--- Exercise goal ---
Bring together every line in the data that includes "Школа".

--- Source material ---
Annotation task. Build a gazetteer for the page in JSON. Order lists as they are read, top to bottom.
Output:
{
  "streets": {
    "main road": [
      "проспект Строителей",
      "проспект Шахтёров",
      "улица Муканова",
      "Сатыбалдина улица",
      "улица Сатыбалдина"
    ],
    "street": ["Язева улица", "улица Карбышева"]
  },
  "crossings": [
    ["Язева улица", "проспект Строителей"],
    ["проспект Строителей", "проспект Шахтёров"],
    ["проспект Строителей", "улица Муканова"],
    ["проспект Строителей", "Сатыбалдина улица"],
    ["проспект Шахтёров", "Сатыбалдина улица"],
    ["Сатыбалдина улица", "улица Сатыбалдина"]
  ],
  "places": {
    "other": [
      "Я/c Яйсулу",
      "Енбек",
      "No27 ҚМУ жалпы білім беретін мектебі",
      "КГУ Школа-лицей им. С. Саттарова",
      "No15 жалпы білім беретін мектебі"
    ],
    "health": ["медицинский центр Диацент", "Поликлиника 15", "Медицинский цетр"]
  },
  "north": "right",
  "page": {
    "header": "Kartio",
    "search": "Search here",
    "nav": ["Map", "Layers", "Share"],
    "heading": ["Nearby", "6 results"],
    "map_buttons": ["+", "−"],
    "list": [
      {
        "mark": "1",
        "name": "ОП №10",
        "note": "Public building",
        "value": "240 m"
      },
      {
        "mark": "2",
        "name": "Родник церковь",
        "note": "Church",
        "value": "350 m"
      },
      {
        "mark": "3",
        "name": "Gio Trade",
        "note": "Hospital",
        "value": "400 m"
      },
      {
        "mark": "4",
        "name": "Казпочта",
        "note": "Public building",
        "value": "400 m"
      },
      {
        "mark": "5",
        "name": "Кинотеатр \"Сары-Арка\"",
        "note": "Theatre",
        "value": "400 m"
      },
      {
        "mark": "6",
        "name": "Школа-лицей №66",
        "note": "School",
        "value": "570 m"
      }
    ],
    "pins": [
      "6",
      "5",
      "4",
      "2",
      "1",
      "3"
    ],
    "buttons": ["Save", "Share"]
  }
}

--- Output for this task ---
      "КГУ Школа-лицей им. С. Саттарова",
        "name": "Школа-лицей №66",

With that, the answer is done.